Quand certains médias s’attachent surtout au fait que Picasso était un un “étranger” et un “fiché S” (certes), on préfère se focaliser sur sa personne, et pourquoi on ne peut plus le voir en peinture ni l’encadrer.
Es-tu surprise d’avoir remporté 3 prix pour ton épisode sur Picasso ?

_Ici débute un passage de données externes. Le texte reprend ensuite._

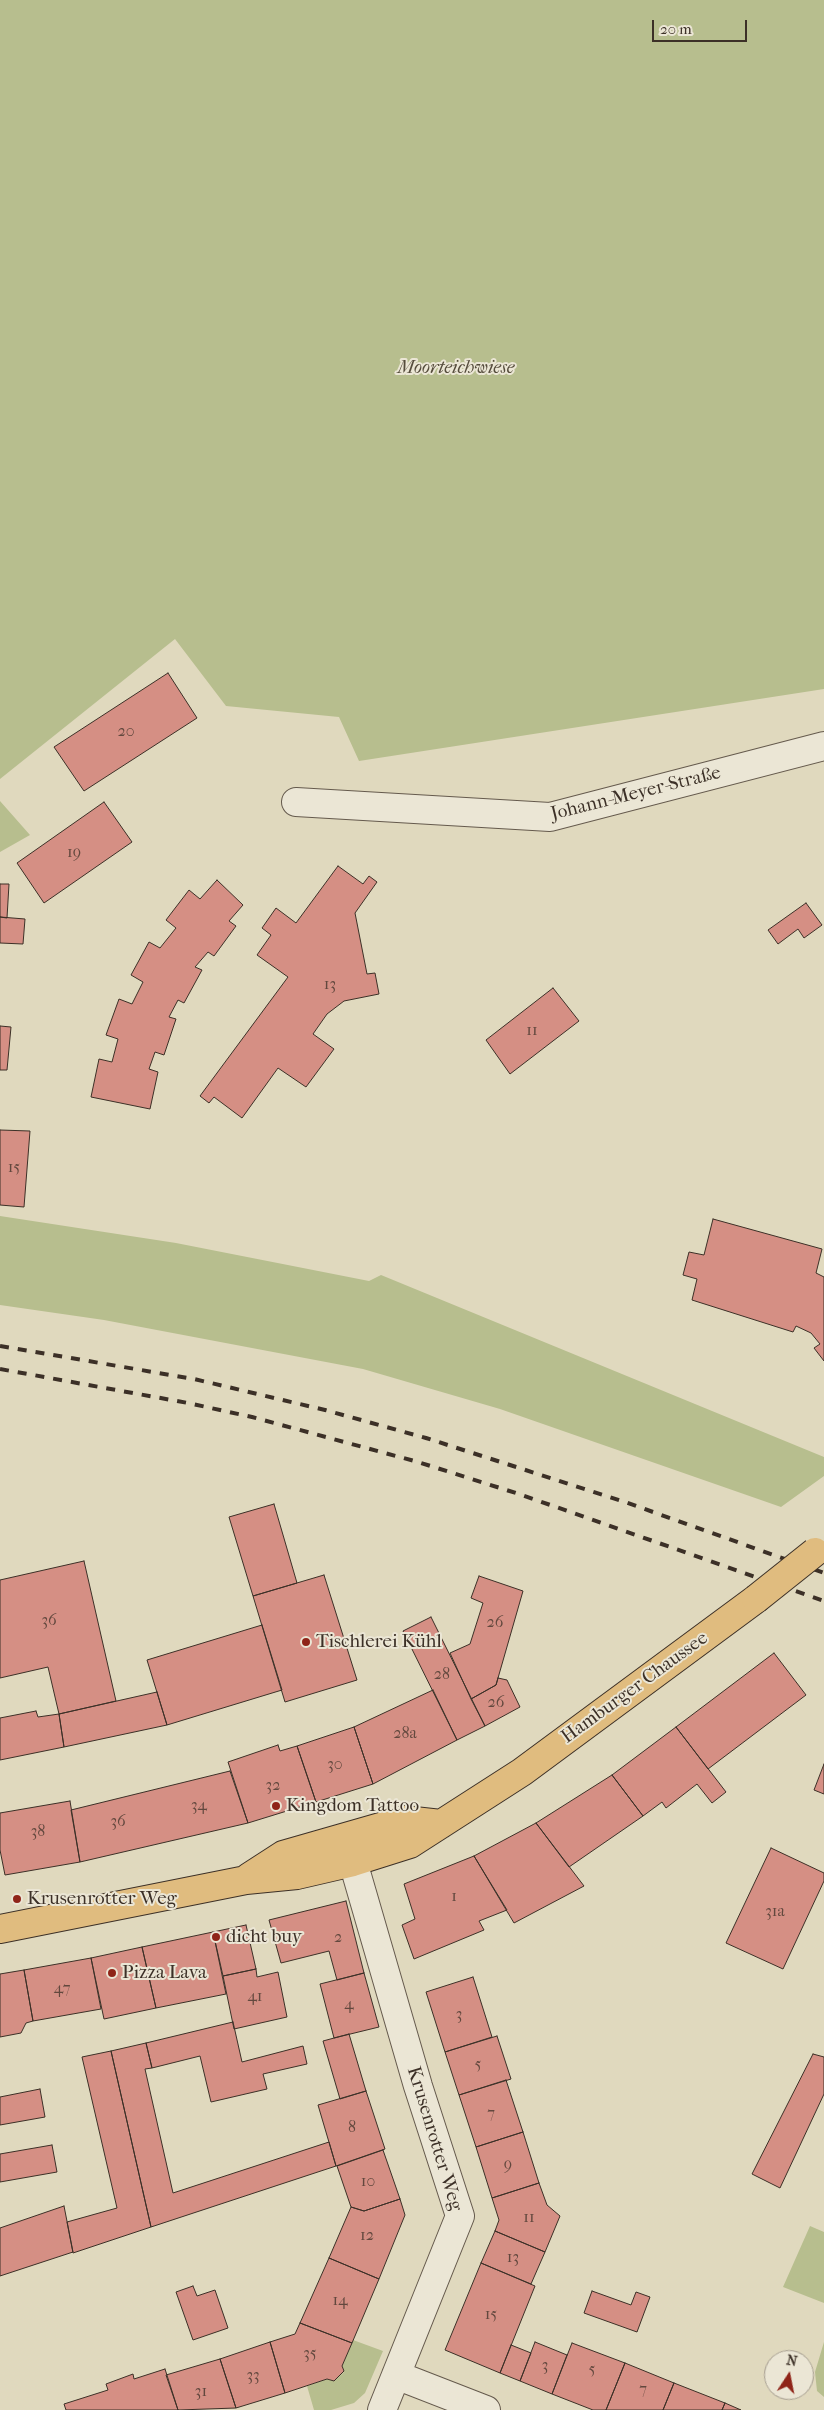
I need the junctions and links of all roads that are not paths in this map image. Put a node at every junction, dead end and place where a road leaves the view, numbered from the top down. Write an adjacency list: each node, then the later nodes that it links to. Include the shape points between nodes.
1 (824, 746): 2 (street, Johann-Meyer-Straße, via 550,817)
2 (296, 802)
3 (819, 1549): 4 (main road, Hamburger Chaussee, bridge, via 522,1772)
4 (441, 1824): 5 (main road, Hamburger Chaussee, via 410,1844); 6 (main road, Hamburger Chaussee, via 405,1820 377,1828 283,1855)
5 (353, 1862): 6 (main road, Hamburger Chaussee, via 297,1875); 8 (street, Krusenrotter Weg, via 418,2086 460,2216)
6 (246, 1880): 7 (main road, Hamburger Chaussee)
7 (0, 1930)
8 (396, 2375): 9 (street, Krusenrotter Weg); 10 (street)
9 (382, 2410)
10 (486, 2410)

J’étais sous le choc, je n’ai pas compris ce qui m’arrivait… Je suis surprise mais très contente ! Vénus a mis des mots sur des choses qu’on a absorbé depuis très longtemps de façon inconsciente. Ça remet les choses en perspective, ça parle à bcp de gens. Il y a une demande aussi de s’interroger sur ces questions-là. De voir les imbrications et les conséquences qu’elles ont aujourd’hui dans les codes de représentations visuelles, dans les imaginaires collectifs. C’est aussi le fait que ce soit Picasso, tout le monde le connait… Parler de lui avec un angle féministe et en vulgarisant, ça a bcp plu. Ça a mis bout à bout des choses qu’on connait plus ou moins mais pas vraiment, en réalité.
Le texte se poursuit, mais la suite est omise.